The Internet haunts us every day. There are almost no places left without it. The path of any user starts with search engines. here is a serious battle for the first place in the results of world-famous search engines.
This article is for non-technical specialists, who want to get a basic understanding of the interactions between search engines, a website, and an ad. And most importantly, it will help you to understand, what you need to check with the contractor in advance for creating a website.
Advertising and search engines
How to make money on the Internet was not clear for a long time. The answer was advertising, and its most optimal and unobtrusive option is advertising links, which are shown along with their search results. This solution was proposed by Bill Gross in 1997. Now it is now known as contextual advertising.
How does it work?
Do you think you are using search engines with great functionality… for free? In fact, you pay for them. Your payment is information about your preferences, hobbies, etc. This information is structured and stored in the data centers of the search networks. As a result, the next time you search for something in the search engine, the information is returned in the form of advertisements.
Of course, you can pay a search engine and your site will become the first on the list. But this is a very quick and short-lived solution. Funding will end and your application will once again be on the last lists.
Of course, you will have to pay in order for your site to be in demand. But you will have to pay less and the result will be more long-term if you use semantic layout.
Semantic layout and HTML
Every site that you open in a browser to display elements uses HTML. This is a programming language. It, like any language, consists of words – the smallest indivisible elements that have a semantic load. For HTML, these are tags. Some tags are called entirely like words in English (e.g. table), others have only one or more letters from a full word (p – paragraph, img – images).
The HTML language, like any other language, does not standstill. New words appear, but not all new words are used everywhere at once. When this is approved and written into the “language dictionary”, it already means that this word becomes a full-fledged part of the language*.
* The latest version of the language was approved by the W3C (World Wide Web Consortium) in 2014.
The semantic layout is the arrangement of tags (“words” of a language) in accordance with their purpose and the expected sequence of the logical hierarchy of the page.
There are lots of articles on how to use semantic layout correctly, but the logical sense should win (if it exists). If there is a tag <header>, then it should be at the very top of the page. If the tag is <nav> (navigation) – it should be used to store links to other pages. If the <article> tag is for dividing the page into blocks, etc.

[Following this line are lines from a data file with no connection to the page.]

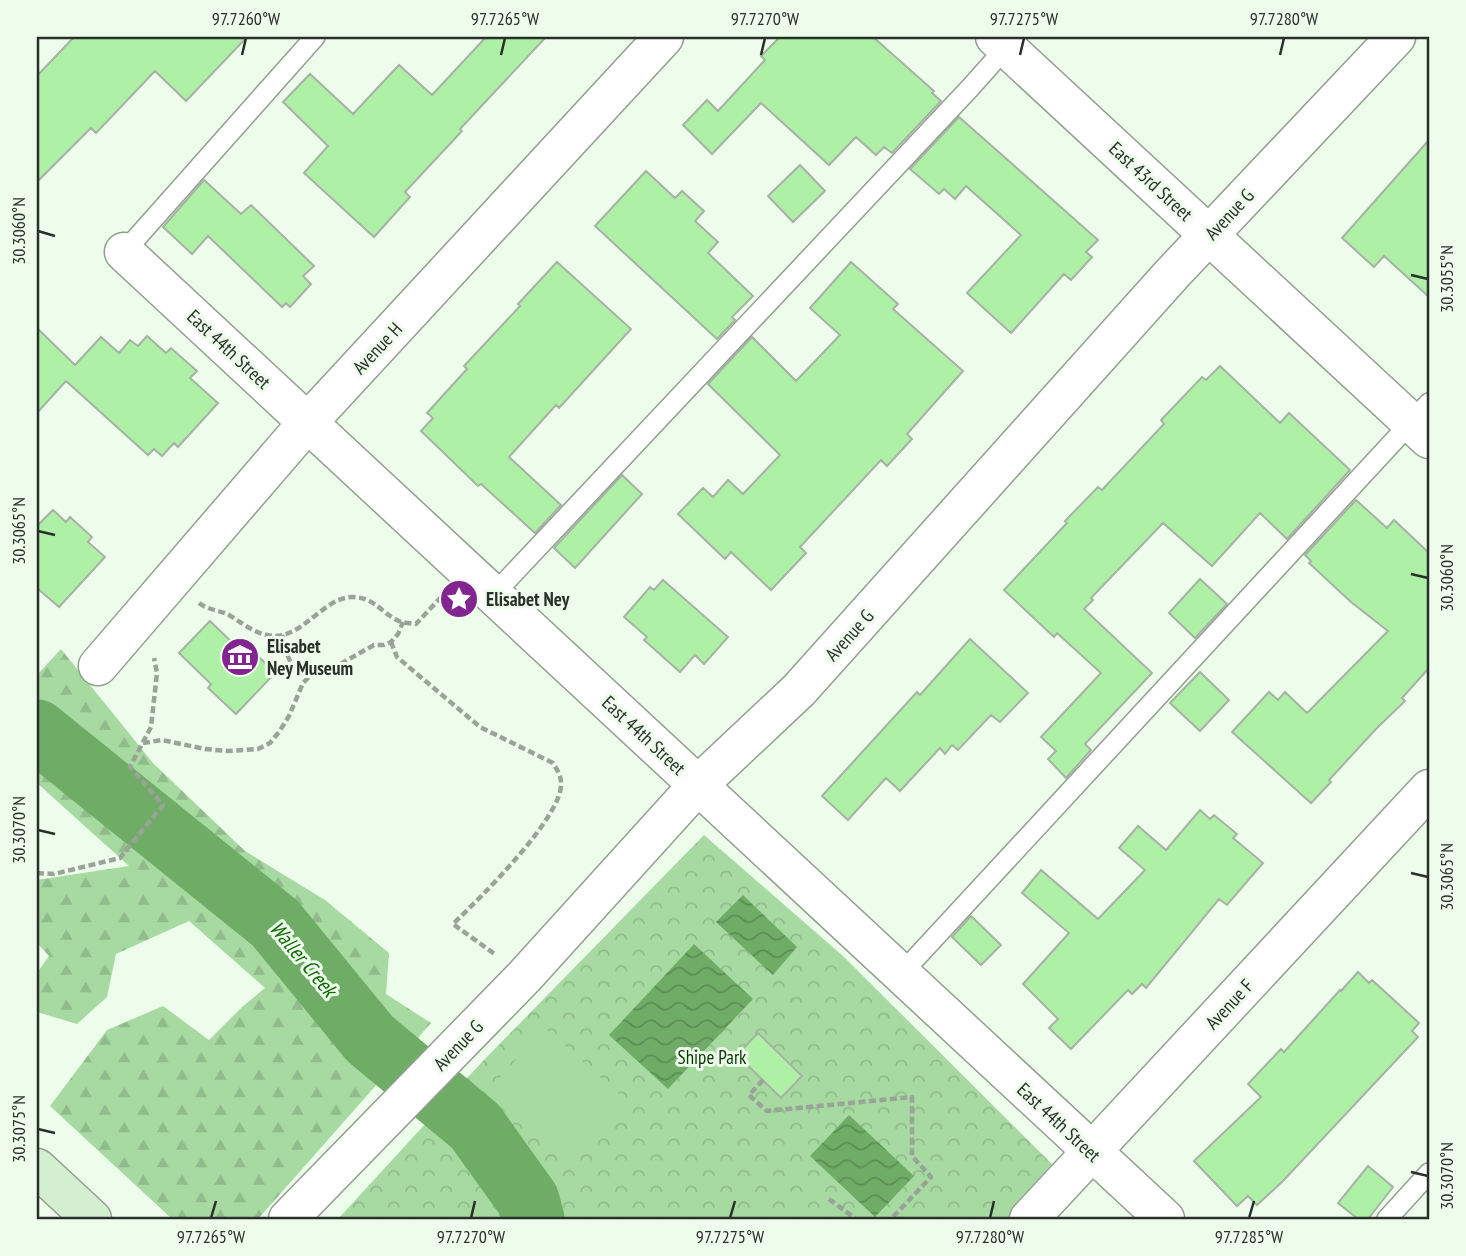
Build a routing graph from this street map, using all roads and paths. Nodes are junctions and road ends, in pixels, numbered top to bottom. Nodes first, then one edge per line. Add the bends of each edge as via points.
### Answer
1 (315, 37) edge
2 (664, 37) edge
3 (1396, 37) edge
4 (1006, 40) edge
5 (1209, 236) junction
6 (124, 252) joint
7 (308, 422) junction
8 (1423, 422) edge
9 (451, 587) dead end
10 (493, 595) junction
11 (191, 597) dead end
12 (143, 613) junction
13 (402, 622) junction
14 (282, 635) junction
15 (391, 642) junction
16 (98, 666) dead end
17 (310, 676) junction
18 (143, 743) junction
19 (698, 785) junction
20 (1429, 789) edge
21 (37, 873) edge
22 (901, 974) junction
23 (524, 977) junction
24 (763, 1080) dead end
25 (1092, 1152) junction
26 (37, 1168) edge
27 (1429, 1173) edge
28 (830, 1199) dead end
29 (92, 1219) edge
30 (288, 1219) edge
31 (856, 1219) edge
32 (891, 1219) edge
33 (1029, 1219) edge
34 (1165, 1219) edge
35 (1387, 1219) edge

1 - 6 lane
2 - 7 street, Avenue H
3 - 5 street, Avenue G
4 - 5 street, East 43rd Street
4 - 10 lane via 961,98
5 - 8 street, East 43rd Street
5 - 19 street, Avenue G via 799,690
6 - 7 street, East 44th Street
7 - 10 street, East 44th Street
7 - 12 street, Avenue H
8 - 22 lane
9 - 13 path via 415,624
10 - 19 street, East 44th Street
11 - 14 path via 254,631
12 - 16 street, Avenue H
12 - 18 path via 157,673 150,727
13 - 14 path via 371,601 353,597 334,602
13 - 15 path
14 - 17 path via 287,657
15 - 17 path via 373,645
15 - 23 path via 397,657 480,727 552,763 560,774 559,796 536,836 453,924
17 - 18 path via 279,732 258,749 205,749 162,740
18 - 21 path via 130,768 163,805 120,858 54,874
19 - 22 street, East 44th Street
19 - 23 street, Avenue G
20 - 25 street, Avenue F
22 - 25 street, East 44th Street
23 - 30 street, Avenue G
24 - 32 path via 749,1095 767,1111 912,1097 912,1156 931,1177
25 - 33 street, Avenue F
25 - 34 street, East 44th Street
26 - 29 main road
27 - 35 lane
28 - 31 path

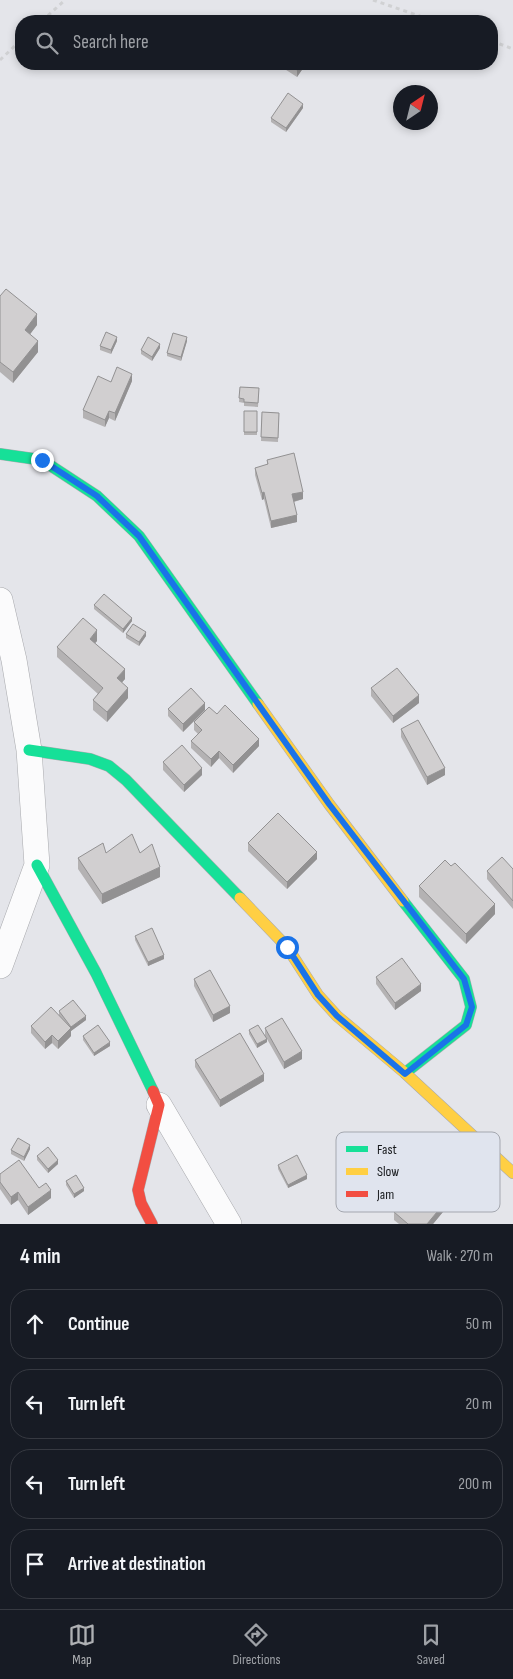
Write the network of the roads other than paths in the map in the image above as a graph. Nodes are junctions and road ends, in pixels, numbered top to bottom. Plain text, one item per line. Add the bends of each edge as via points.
1 (0, 454) edge
2 (0, 600) edge
3 (29, 750) junction
4 (37, 865) junction
5 (0, 966) edge
6 (405, 1074) junction
7 (159, 1105) junction
8 (468, 1132) edge
9 (500, 1161) edge
10 (513, 1173) edge
11 (152, 1224) edge
12 (229, 1224) edge

1 - 6 street via 42,460 97,496 139,536 329,804 464,979 472,1007 466,1025
2 - 3 street
3 - 4 street
3 - 6 street via 90,759 109,766 126,780 287,947 318,995 337,1016
4 - 5 street
4 - 7 street via 96,973
6 - 8 street
7 - 11 street via 138,1190
7 - 12 street
9 - 10 street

But where does the search engines, which were mentioned at the very beginning? This is where parsing comes into play.
Parsing by search engines
Search engines are like beehives with hardworking bees. These bees are called “robots,” and they collect information all over the internet day by day. But if a bee flies in search of nectar across the fields, then robots are looking for special tags from which information will be selected. Semantic tags are the places where you can find useful information.
Even if the site looks great and has interesting and useful functionality, but does not have semantic tags, it runs the risk of getting lost in the vastness of the Internet forever and going unnoticed and not offered to anyone. Therefore, if you want to make a website for yourself, also check this issue with your contractors in order to increase the potential demand for the site already at the start.